Ministra chilena diz que governo vai restabelecer confiança do povo

A porta-voz do governo do Chile, Camila Vallejo, afirma, em entrevista, que lideram um projeto inicial da superação do neoliberalismo. Diz que não é fácil pois o sistema aprofundou a desigualdade, tem raízes profundas e defensores do modelo em posições-chave dos poderes fáticos do Chile.

CAMILA VALLEJO Fotografía: Valentina Palavecino.

Santiago. 09/05/2022. Enquanto o processo Constituinte avança desmantelando os alicerces do modelo, tijolo por tijolo, num exercício de alta democracia, a ministra Camila Vallejo tem sido enfática: “O Governo vai arriscar informar e não intervir em favor de uma opção ou outra ”, referindo-se às opções Aprovar e Rejeitar.

“O voto informado é fundamental em um momento histórico como este” nos diz, com voz firme, que sai todos os dias para enfrentar um sistema de mídia, que tenta bloquear e impor a agenda, a um governo de transformações sociais, consciente que esse poder no Chile está além dos muros de La Moneda.

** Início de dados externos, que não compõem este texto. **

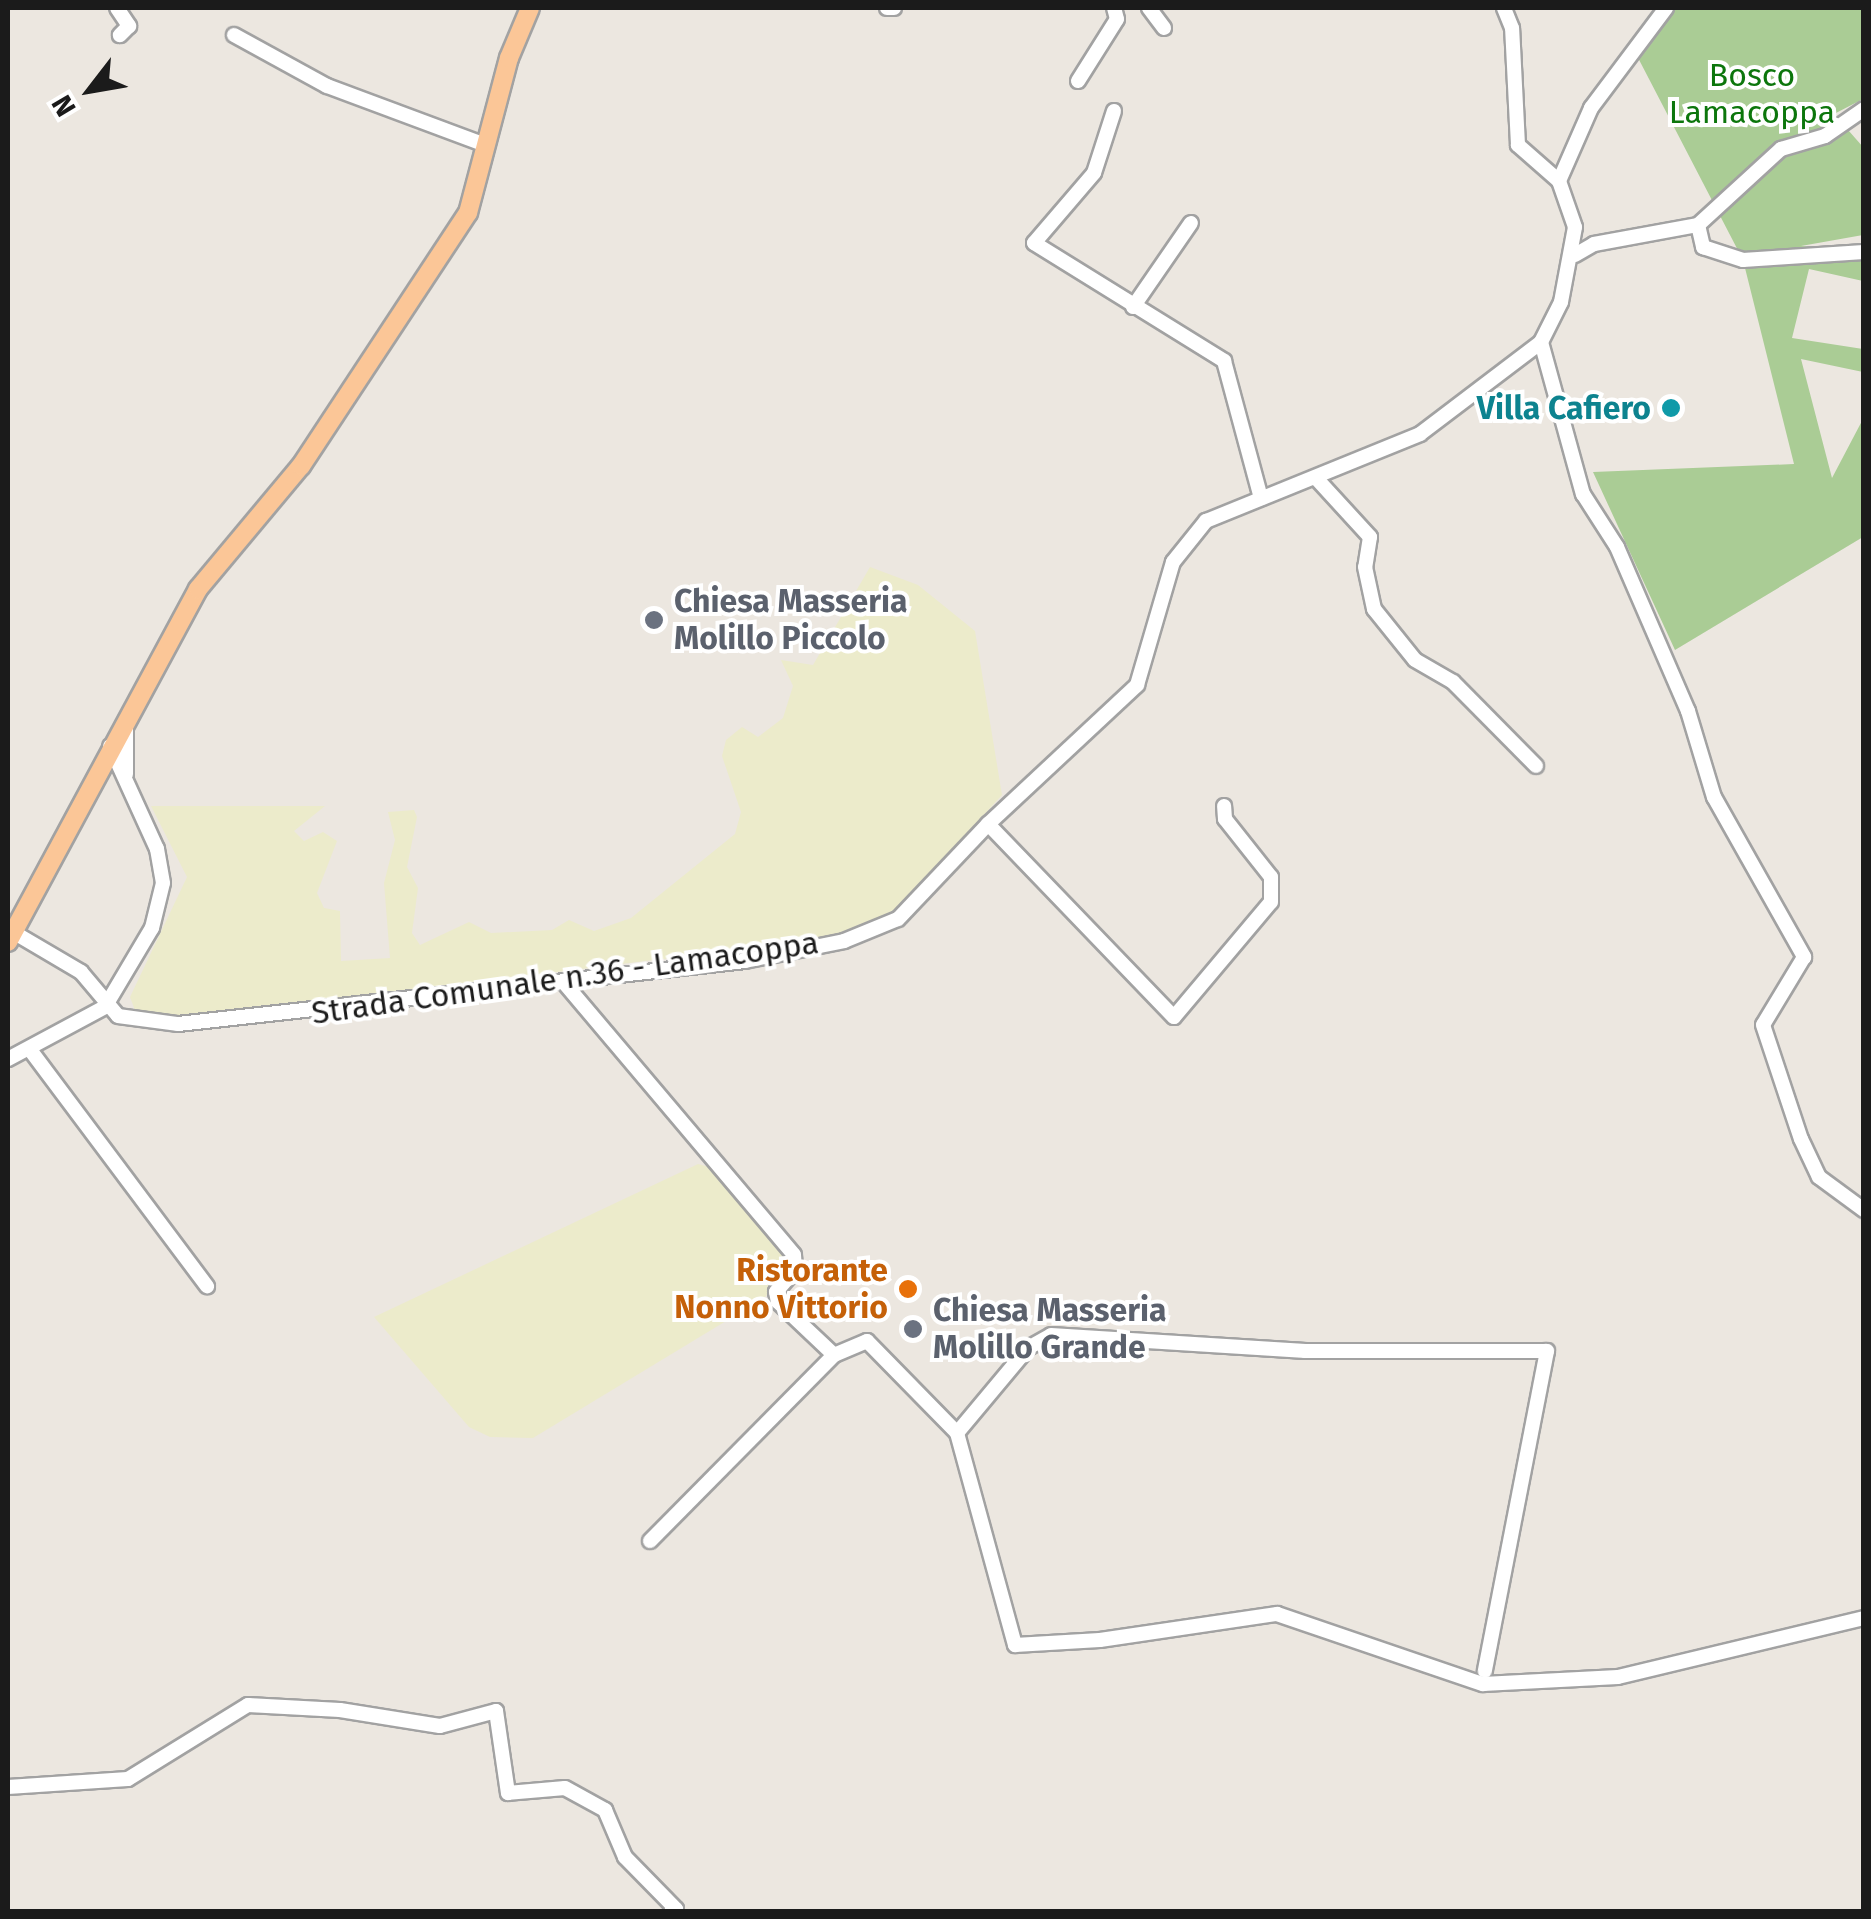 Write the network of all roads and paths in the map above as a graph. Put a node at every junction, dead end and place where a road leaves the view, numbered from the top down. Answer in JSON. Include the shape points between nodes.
{"nodes":[{"id":1,"x":117,"y":8,"type":"edge"},
{"id":2,"x":530,"y":8,"type":"edge"},
{"id":3,"x":1149,"y":8,"type":"edge"},
{"id":4,"x":1504,"y":8,"type":"edge"},
{"id":5,"x":1666,"y":8,"type":"edge"},
{"id":6,"x":1119,"y":9,"type":"edge"},
{"id":7,"x":1164,"y":28,"type":"dead end"},
{"id":8,"x":120,"y":35,"type":"dead end"},
{"id":9,"x":234,"y":35,"type":"dead end"},
{"id":10,"x":1078,"y":81,"type":"dead end"},
{"id":11,"x":1864,"y":109,"type":"edge"},
{"id":12,"x":1114,"y":111,"type":"dead end"},
{"id":13,"x":486,"y":145,"type":"junction"},
{"id":14,"x":1559,"y":181,"type":"junction"},
{"id":15,"x":1191,"y":223,"type":"dead end"},
{"id":16,"x":1698,"y":225,"type":"junction"},
{"id":17,"x":1864,"y":252,"type":"edge"},
{"id":18,"x":1575,"y":255,"type":"junction"},
{"id":19,"x":1133,"y":307,"type":"junction"},
{"id":20,"x":1541,"y":342,"type":"junction"},
{"id":21,"x":1316,"y":478,"type":"junction"},
{"id":22,"x":1261,"y":498,"type":"junction"},
{"id":23,"x":126,"y":716,"type":"junction"},
{"id":24,"x":110,"y":746,"type":"junction"},
{"id":25,"x":1536,"y":766,"type":"dead end"},
{"id":26,"x":132,"y":799,"type":"junction"},
{"id":27,"x":1224,"y":806,"type":"dead end"},
{"id":28,"x":988,"y":824,"type":"junction"},
{"id":29,"x":9,"y":934,"type":"edge"},
{"id":30,"x":566,"y":984,"type":"junction"},
{"id":31,"x":106,"y":1007,"type":"junction"},
{"id":32,"x":31,"y":1052,"type":"junction"},
{"id":33,"x":8,"y":1059,"type":"edge"},
{"id":34,"x":1864,"y":1210,"type":"edge"},
{"id":35,"x":207,"y":1286,"type":"dead end"},
{"id":36,"x":834,"y":1355,"type":"junction"},
{"id":37,"x":957,"y":1433,"type":"junction"},
{"id":38,"x":650,"y":1540,"type":"dead end"},
{"id":39,"x":1864,"y":1618,"type":"edge"},
{"id":40,"x":1485,"y":1672,"type":"dead end"},
{"id":41,"x":8,"y":1787,"type":"edge"},
{"id":42,"x":673,"y":1910,"type":"edge"}],
"edges":[{"from":1,"to":8,"type":"street","via":[[128,26]]},
{"from":2,"to":13,"type":"main road","via":[[508,58]]},
{"from":3,"to":7,"type":"street"},
{"from":4,"to":14,"type":"street","via":[[1512,28],[1518,144]]},
{"from":5,"to":14,"type":"street","via":[[1591,108]]},
{"from":6,"to":10,"type":"street"},
{"from":9,"to":13,"type":"street","via":[[327,86]]},
{"from":11,"to":16,"type":"street","via":[[1825,136],[1781,149]]},
{"from":12,"to":19,"type":"street","via":[[1094,174],[1034,244]]},
{"from":13,"to":23,"type":"main road","via":[[468,213],[430,274],[301,466],[198,588]]},
{"from":14,"to":18,"type":"street","via":[[1575,227]]},
{"from":15,"to":19,"type":"street"},
{"from":16,"to":17,"type":"street","via":[[1703,247],[1743,260]]},
{"from":16,"to":18,"type":"street","via":[[1594,244]]},
{"from":18,"to":20,"type":"street"},
{"from":19,"to":22,"type":"street","via":[[1224,361]]},
{"from":20,"to":21,"type":"street","name":"Strada Comunale n.36 - Lamacoppa","via":[[1420,434]]},
{"from":20,"to":34,"type":"street","via":[[1583,494],[1617,548],[1688,711],[1714,796],[1804,957],[1763,1025],[1801,1138],[1819,1177]]},
{"from":21,"to":22,"type":"street","name":"Strada Comunale n.36 - Lamacoppa"},
{"from":21,"to":25,"type":"street","via":[[1370,538],[1365,567],[1374,609],[1415,660],[1453,682]]},
{"from":22,"to":28,"type":"street","name":"Strada Comunale n.36 - Lamacoppa","via":[[1206,521],[1188,540],[1173,562],[1137,685]]},
{"from":23,"to":24,"type":"main road"},
{"from":23,"to":26,"type":"street"},
{"from":24,"to":26,"type":"street"},
{"from":24,"to":29,"type":"main road"},
{"from":26,"to":31,"type":"street","via":[[157,849],[162,883],[152,928]]},
{"from":27,"to":28,"type":"street","via":[[1225,819],[1270,878],[1271,902],[1174,1017]]},
{"from":28,"to":30,"type":"street","name":"Strada Comunale n.36 - Lamacoppa","via":[[920,900],[882,928],[745,961],[639,969]]},
{"from":29,"to":31,"type":"street","via":[[81,972]]},
{"from":30,"to":31,"type":"street","name":"Strada Comunale n.36 - Lamacoppa","via":[[178,1024],[129,1022]]},
{"from":30,"to":36,"type":"street","via":[[794,1255],[796,1270],[776,1298]]},
{"from":31,"to":32,"type":"street"},
{"from":32,"to":33,"type":"street"},
{"from":32,"to":35,"type":"street"},
{"from":36,"to":37,"type":"street","via":[[866,1341]]},
{"from":36,"to":38,"type":"street"},
{"from":37,"to":39,"type":"street","via":[[1014,1645],[1026,1648],[1278,1614],[1482,1684],[1618,1677]]},
{"from":37,"to":40,"type":"street","via":[[1028,1348],[1051,1335],[1305,1351],[1547,1351]]},
{"from":41,"to":42,"type":"street","via":[[128,1779],[248,1705],[340,1710],[429,1726],[466,1723],[496,1711],[508,1793],[566,1788],[605,1810],[626,1857]]}]}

Falamos do irresoluto conflito Estado-povo nação mapuche, do aumento do custo de vida e da inflação, a corrupção policial, o fortalecimento da democracia e dos meios de comunicação, e te convidamos a viajar em uma “máquina do tempo”. Aqui está o pensamento da porta-voz para um novo Chile, em processo de gestação.

Ministra, acompanhamos sua evolução política ao longo do tempo e gostaríamos de saber se há algo que você sente falta de Camila Vallejo em seu tempo como líder estudantil.

É um período muito, muito especial para mim porque houve uma mobilização com muita criatividade para nos expressarmos. Pessoalmente, mais do que perder essa etapa como líder estudantil, tenho muito amor e respeito por ela, pois graças a ela estou aqui hoje.

Se você tivesse uma máquina do tempo e a capacidade de viajar para o presente ou para o futuro, para onde iria e o que faria?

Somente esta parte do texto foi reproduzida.